The team also collected follow-up data from November 2012 - February 2016, with women and children invited to participate in the “Women with GDM” research activity.

Investigators collected data on family health history, blood tests for various biochemical indicators and physiological measures, including body height, weight, BMI, body fat, waist circumference, systolic blood pressure (SBP) and diastolic blood pressure (DBP).

Inclusion criteria included all women diagnosed with GDM during antenatal check-ups between 1995 - 2011 and childbirth at a teaching hospital in Taiwan.

Blood tests were performed to determine fasting blood glucose, insulin, glycated hemoglobin (HbA), triglyceride (TG), total cholesterol (TC), HDL-C, LDL-C, and body fat levels followed by a 75-g OGTT.

Investigators noted women were asked to provide demographic characteristics and obstetric history following the blood test.

They also noted that the women were divided according to blood glucose levels into either normoglycemic (HbA1c <6.5%) and diabetic (HbA1c ≥6.5%) groups.

The aim was to examine antepartum, postpartum, and combined antepartum-postpartum risk factors for developing T2D from GDM and long-term impact and outcomes of GDM on their children.

Investigators performed logistic regression analysis to explore the antepartum, postpartum, and combined antepartum–postpartum predictors for developing type 2 diabetes in women with GDM.

Results

A total of 296 women with gestational hyperglycemia were enrolled in the study and after exclusions, 226 women were included.
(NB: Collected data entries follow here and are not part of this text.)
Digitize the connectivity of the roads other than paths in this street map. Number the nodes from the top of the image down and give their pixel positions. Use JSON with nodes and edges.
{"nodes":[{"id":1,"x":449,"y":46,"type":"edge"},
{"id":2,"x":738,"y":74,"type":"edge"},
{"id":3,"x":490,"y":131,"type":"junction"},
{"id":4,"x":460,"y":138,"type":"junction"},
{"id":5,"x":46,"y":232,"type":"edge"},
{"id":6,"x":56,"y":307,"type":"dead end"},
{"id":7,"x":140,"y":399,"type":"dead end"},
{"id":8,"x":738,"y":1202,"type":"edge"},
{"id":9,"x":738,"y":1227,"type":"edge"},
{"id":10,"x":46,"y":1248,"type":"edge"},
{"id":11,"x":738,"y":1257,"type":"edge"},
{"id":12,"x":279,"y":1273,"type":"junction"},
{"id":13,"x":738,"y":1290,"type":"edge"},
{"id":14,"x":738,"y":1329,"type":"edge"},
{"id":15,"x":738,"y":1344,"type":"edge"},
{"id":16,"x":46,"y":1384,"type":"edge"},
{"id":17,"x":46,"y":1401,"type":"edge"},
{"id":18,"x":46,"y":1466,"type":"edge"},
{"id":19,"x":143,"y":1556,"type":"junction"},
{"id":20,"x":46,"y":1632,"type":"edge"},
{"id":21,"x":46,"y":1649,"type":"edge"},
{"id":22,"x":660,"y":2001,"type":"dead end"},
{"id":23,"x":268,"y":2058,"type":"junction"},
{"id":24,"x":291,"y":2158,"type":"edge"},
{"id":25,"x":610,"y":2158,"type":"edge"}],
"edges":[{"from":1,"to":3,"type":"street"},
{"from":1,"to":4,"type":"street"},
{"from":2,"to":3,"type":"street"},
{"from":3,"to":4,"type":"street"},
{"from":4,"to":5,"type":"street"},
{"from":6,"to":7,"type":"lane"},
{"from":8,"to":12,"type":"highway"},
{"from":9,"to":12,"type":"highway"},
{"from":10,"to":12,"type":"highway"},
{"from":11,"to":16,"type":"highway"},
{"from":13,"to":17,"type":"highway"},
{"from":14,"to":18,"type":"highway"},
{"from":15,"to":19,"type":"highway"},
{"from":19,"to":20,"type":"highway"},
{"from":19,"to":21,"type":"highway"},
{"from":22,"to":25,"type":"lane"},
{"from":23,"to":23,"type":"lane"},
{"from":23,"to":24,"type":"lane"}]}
Then, investigators found 34 women had mission data from the periods, while 135 women did not participate in the “Women with GDM” research activity, leaving a total of 57 women and 57 children participating in the research.

After the women were divided into normoglycemic and diabetic groups, investigators analyzed demographics and found no significant difference between the 2 groups, aside from educational level and pre-pregnancy BMI.

In addition, the nonparametric Wilcoxon signed-rank test results found statistically significant differences in blood glucose and biochemical values during the 42-day postpartum and follow up periods.

Data included fasting (P < .001) and 2-h blood glucose levels for the 75-g OGTT (P = .014), TG (P < .001), TC (P = .038) and HDL-C (P = .015). No significant difference was found for HbA1c (P = .339) and LDL-C (P = .166).

Investigators found data showed education level and every 10 mg/dL of 1-h blood glucose level for antepartum 100=g OTT increase increased the odds of diabetes (OR = 1.32; 95% CI, 1.02,1.71; P = .033).

Further, each 10 mg/dL of 2-h blood glucose level for the postpartum 75-g OGTT increase increased the odds of diabetes (OR =1.34, 95% CI, 1.08, 1.66], P = .008).

Conclusion

Investigators concluded risk factors for progression of GDM to T2D included education level, 1-h blood glucose level for the antepartum 100-g oral glucose tolerance test and the 2-h blood glucose level for the postpartum 75-g oral glucose tolerance test.

However, the risk factors did not have a significant impact on the BMI and body fat of the women's children.

They noted that healthcare providers should remind women with GDM to be aware of risk factors and encourage follow-up visits, as well as provide health education.

“We recommend that when targeting women with GDM who may be at a high risk of developing type 2 diabetes, healthcare providers should adopt various advocacy and health education strategies,” investigators wrote. “These strategies should remind such individuals to be aware of the risk factors affecting their health and the health of their children.”

The study, “Risk factors for women with gestational diabetes mellitus developing type 2 diabetes and the impact on children's health,” was published online in the Journal of Clinical Nursing.